What needs to be done: Report each line of the listing below that holds "node".

Material for this exercise:
----

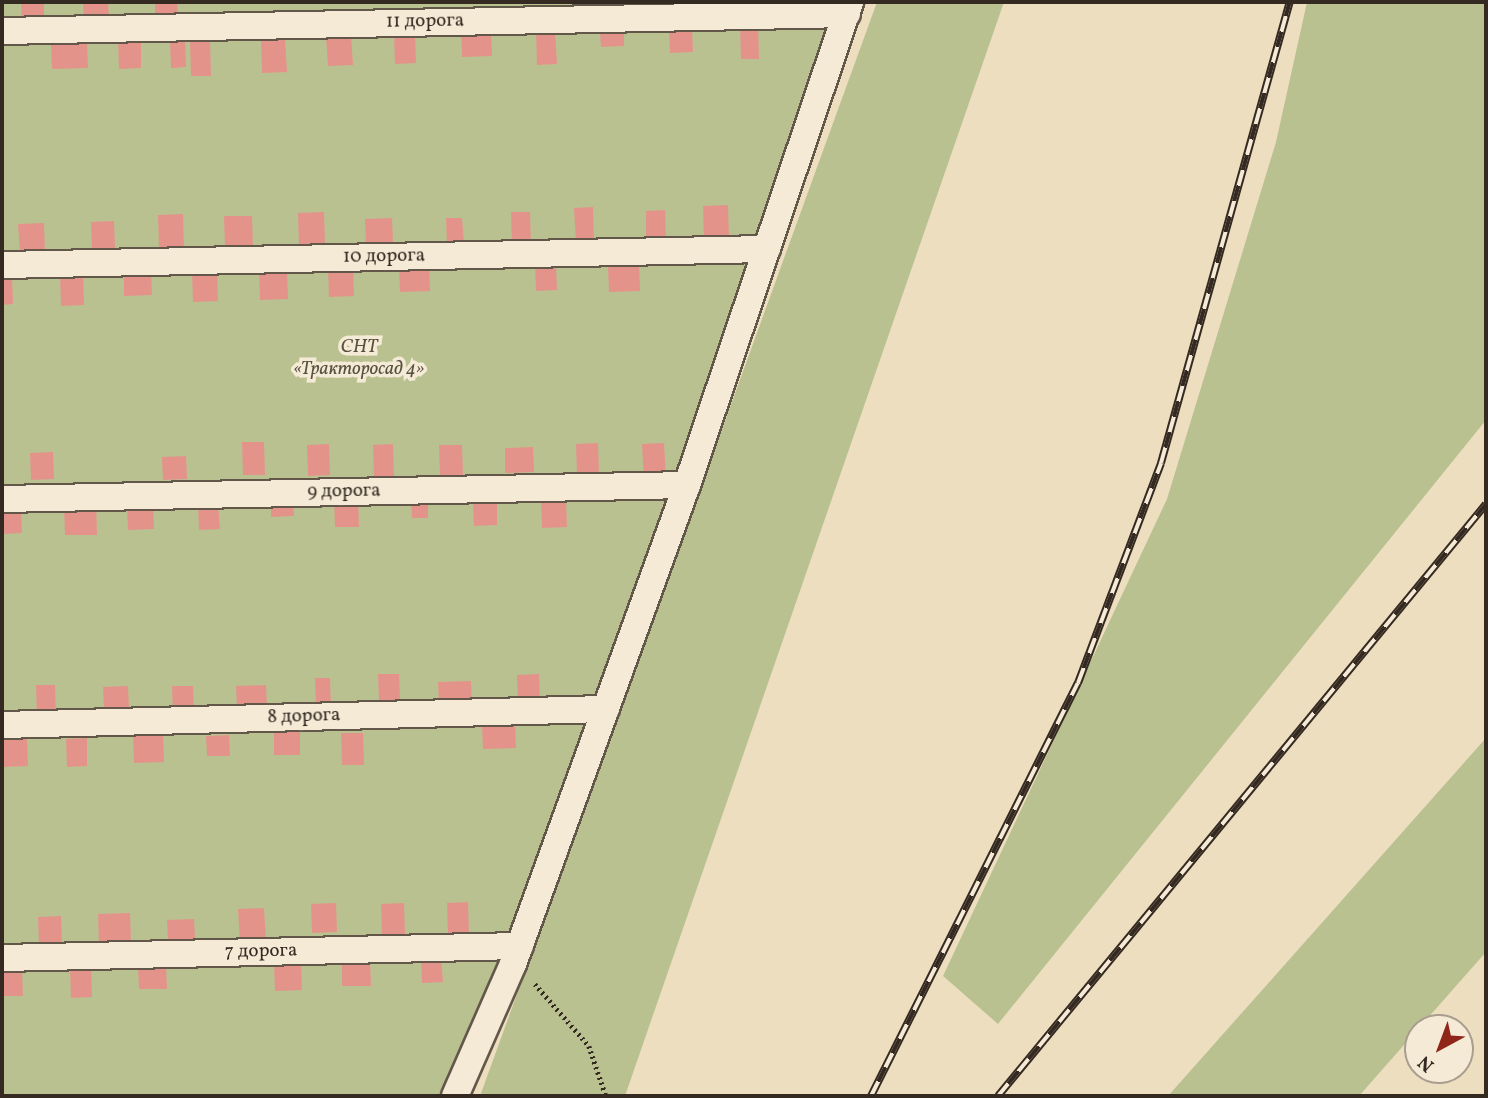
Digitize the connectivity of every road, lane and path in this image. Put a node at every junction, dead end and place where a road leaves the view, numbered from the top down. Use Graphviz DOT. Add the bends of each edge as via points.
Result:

----

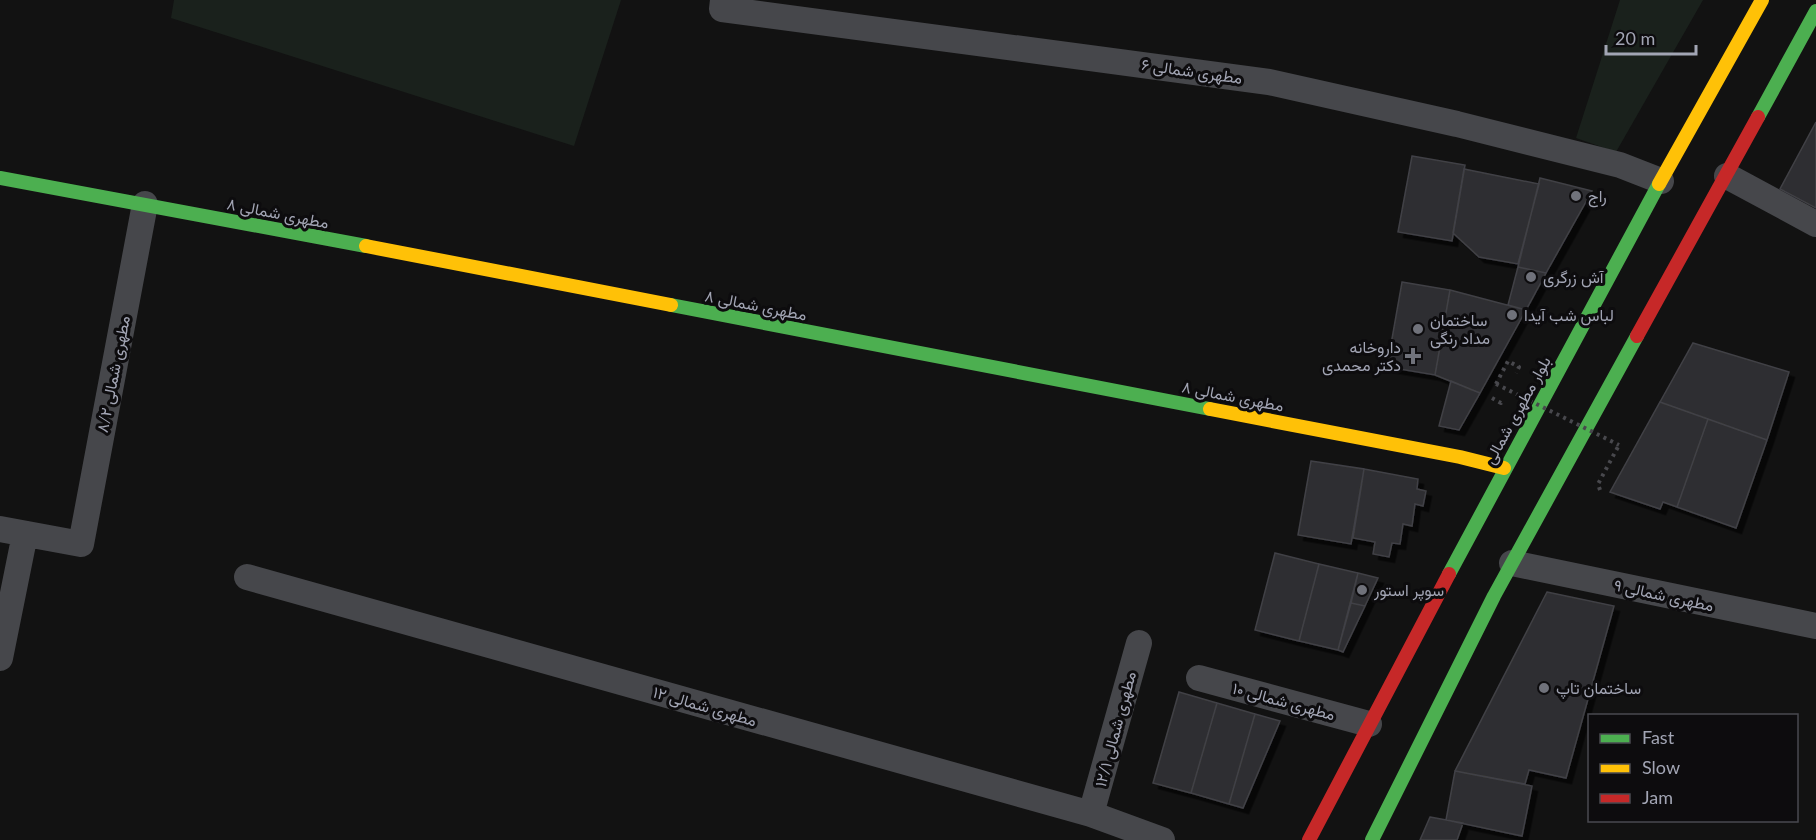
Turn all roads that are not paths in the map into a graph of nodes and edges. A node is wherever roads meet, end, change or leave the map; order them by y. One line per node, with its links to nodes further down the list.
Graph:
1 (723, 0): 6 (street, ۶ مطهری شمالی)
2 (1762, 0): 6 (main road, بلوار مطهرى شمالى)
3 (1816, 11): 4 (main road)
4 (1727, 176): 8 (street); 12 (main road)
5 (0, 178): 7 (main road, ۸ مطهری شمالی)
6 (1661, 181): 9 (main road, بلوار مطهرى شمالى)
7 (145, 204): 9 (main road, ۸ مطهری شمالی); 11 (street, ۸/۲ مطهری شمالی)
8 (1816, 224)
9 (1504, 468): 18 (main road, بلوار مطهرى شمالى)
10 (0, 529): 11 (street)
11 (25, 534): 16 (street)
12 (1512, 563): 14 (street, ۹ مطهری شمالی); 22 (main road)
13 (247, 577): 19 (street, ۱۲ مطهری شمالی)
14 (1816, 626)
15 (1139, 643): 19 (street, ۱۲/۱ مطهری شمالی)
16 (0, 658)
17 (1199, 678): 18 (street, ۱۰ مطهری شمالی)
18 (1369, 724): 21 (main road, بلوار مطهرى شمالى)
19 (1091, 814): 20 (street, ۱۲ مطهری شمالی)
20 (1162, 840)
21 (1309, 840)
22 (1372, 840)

----

Result below:
Digitize the connectivity of every road, lane and path in this image. Put a node at every junction, dead end and place where a road leaves the view, numbered from the top down. Use Graphviz DOT. Add the bends of each edge as via points.
Turn all roads that are not paths in the map into a graph of nodes and edges. A node is wherever roads meet, end, change or leave the map; order them by y. One line per node, with its links to nodes further down the list.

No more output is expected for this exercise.